I have one old 486/99 still running DR DOS 6 and GeoWorks Ensemble. DR Dos was and is the best DOS – fast and stable. GeoWorks Ensemble is still impressive for speed and stability. All it really needs is a spreadsheet, a decent comm program and a browser.
“back in the day”, when I started, developing for BeOS required resume approval, and getting a devkit was $1600 for (literally) a BeBox motherboard in a roughly cut steel chassis. You had to add all the hardware in the BeBox (RAM, graphics card, HD, CD…), a monitor… and you also needed a PowerMac, with a Pro edition of CodeWarrior. Overall, counting taxes an shipping and all that, it would cost you about $5000 before you could start writing code…

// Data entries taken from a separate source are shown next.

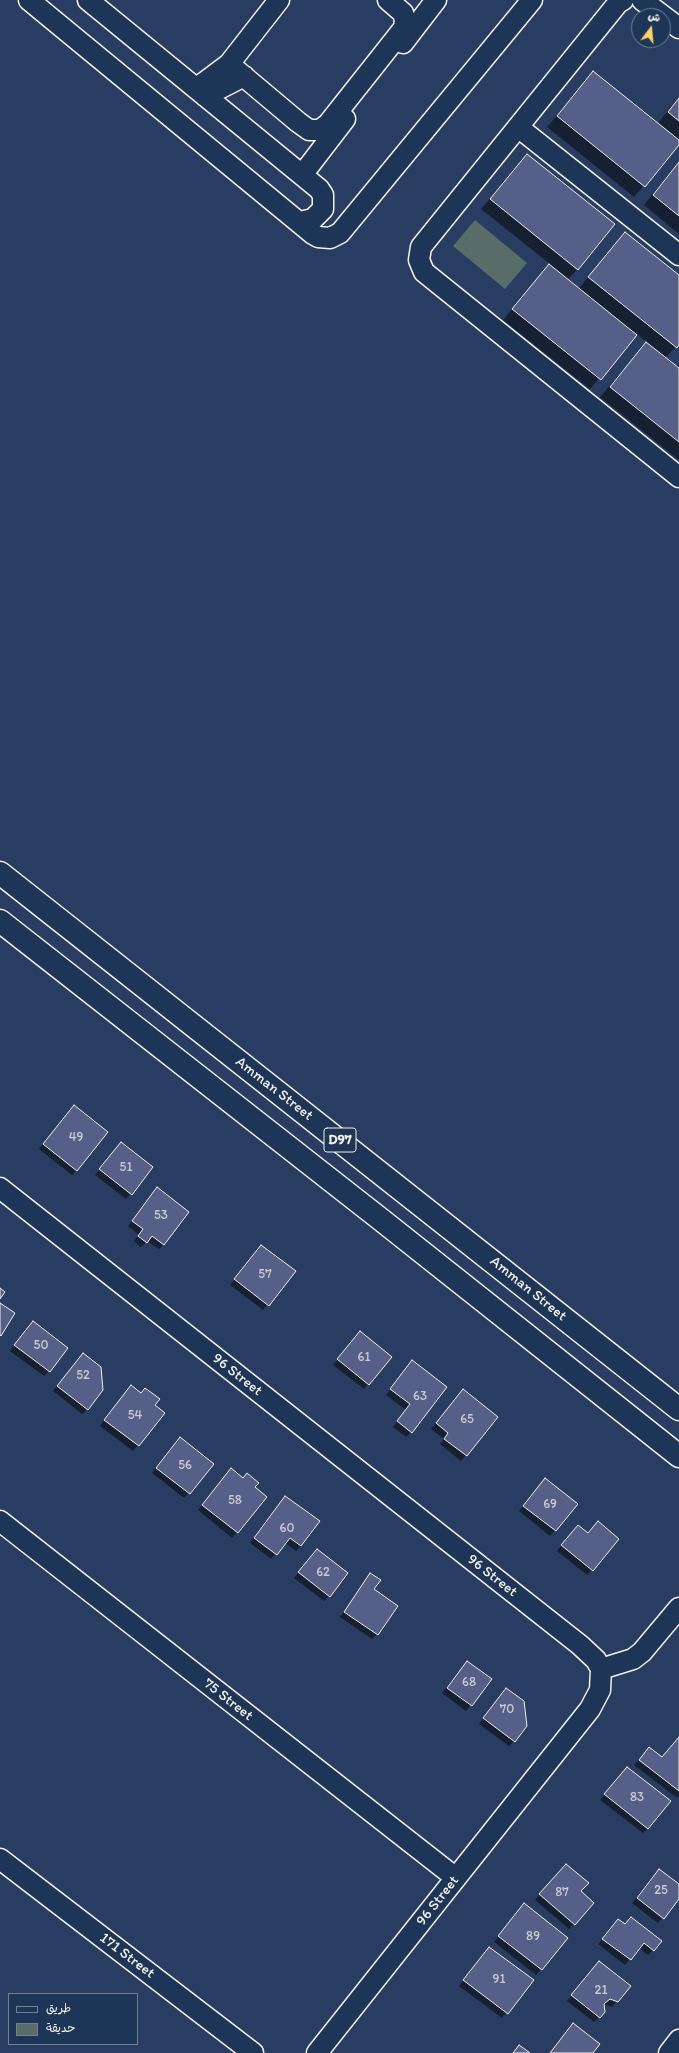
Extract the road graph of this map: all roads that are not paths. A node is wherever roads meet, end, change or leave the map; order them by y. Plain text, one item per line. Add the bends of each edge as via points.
1 (29, 0) edge
2 (88, 0) edge
3 (279, 0) edge
4 (436, 0) edge
5 (532, 0) edge
6 (623, 0) edge
7 (642, 0) edge
8 (390, 2) edge
9 (679, 28) edge
10 (391, 51) junction
11 (236, 70) junction
12 (201, 92) junction
13 (518, 127) junction
14 (302, 175) junction
15 (300, 222) junction
16 (679, 255) edge
17 (679, 477) edge
18 (0, 873) edge
19 (0, 921) edge
20 (0, 1188) edge
21 (679, 1409) edge
22 (679, 1456) edge
23 (0, 1522) edge
24 (679, 1608) edge
25 (601, 1669) junction
26 (0, 1859) edge
27 (456, 1878) junction
28 (679, 2040) edge
29 (253, 2053) edge
30 (317, 2053) edge
31 (669, 2053) edge

1 - 15 street
2 - 12 street
3 - 11 street
4 - 10 street
5 - 15 street via 340,233 330,238 318,237
6 - 13 street
7 - 9 street
8 - 10 street via 403,13 405,24
10 - 11 street via 324,128 315,131 298,122
10 - 14 street
11 - 12 street
12 - 14 street
13 - 16 street
13 - 17 street via 421,247 421,266 424,272
14 - 15 street via 319,189 324,202 319,215
18 - 21 main road, Amman Street / D97
19 - 22 main road, D97
20 - 25 street, 96 Street via 580,1646 592,1656
23 - 27 street, 75 Street
24 - 25 street via 642,1652 633,1659
25 - 27 street, 96 Street via 600,1690 590,1709
26 - 29 street, 171 Street
27 - 30 street, 96 Street
28 - 31 street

I guess every framework company does the same, has limited support resources (and other limited resources, like manufacturing the actual boxes in Be’s case) and tried to not waste too much time on support for too many early developers.
JBQ
As I recall, all development for version 1.x of the GEOS OS had to be done on a Sun SparcStation, which made becoming a GEOS developer even MORE daunting (and unaffordable). At least the SDK and machine requirements for v2 were a BIT more affordable… $100 for the SDK… but it then required a fairly-leading-edge machine, I believe, running WinNT (v3.x, I think… but possibly v2.x) with the Borland “C” compiler PLUS a second, thankfully lesser, machine to debug on.
I HAVE a couple of copies of the SDK somewhere… probably the required Borland C… but no NT. Oh, well.
BTW, for anyone who might remember me… I was cmsallek/ fidogeomod on aol and was the moderator of the Fidonet Geoworks echo about 8 years ago, I think. (Has it been THAT long?) I wander in and out of the Yahoo Geoworks group (geos-talk) & tried to keep up with comp.os.geos.misc. I even popped on irc.breadbox.com once or twice.
I should be ordering the GreenPC version of GEOS/NewDeal Ensemble from Breadbox sometime soon, along with Breadbox Ensemble, the LATEST version of what WAS Geoworks Ensemble, sometime in the NEAR future.
I STILL love that OS/GUI and it’s software… I remember downloading my FIRST GEOS app from a BBS… the download was so QUICK because of the app’s small size… I figured that there had been an error… but no… there was the app and it ran just fine.
And oh, the FEATURES… open-pinnable menus, text OBJECTS,
lightning fast PREEMPTIVE multitasking, FANTASTIC output on my inexpensive dot-matrix printer… it was SO MUCH FUN on
a 286 and later a 486.
Back to those app sizes… the SDK came with example code for a small word processor… think “Wordpad” without the help (heck, help was not usually NEEDED with GEOS apps). I think the WP example code is something like 50k.
I also bought a copy of the “Overview”, an introduction to the “guts” of GEOS… and remember being FLOORED by some of the things that had been put in or allowed for in the OS. BTW, from what I always understood… GEOS was basically a TRUE OS… the only reason you had to load DOS first was for the file system… unlike WINv3, etc., which was merely a GUI interface for the DOS command line (think PRETTY DosHell… err… DOSshell).
Finally, there was supposedly a handful of people who, by eliminating unneeded libraries, apps, etc., managed to squeeze a stripped-down, BOOTABLE version of Geoworks Ensemble (basic DOS, GEOS kernal and required libraries, etc.), I believe WITH GeoWrite, the GeoWorks word processor, but probably excluding the thesaurus and possibly spell-check, onto a SINGLE 1.44mB floppy. (This was a v1.x Ensemble, I believe… and probably DOSv3.2 or so.)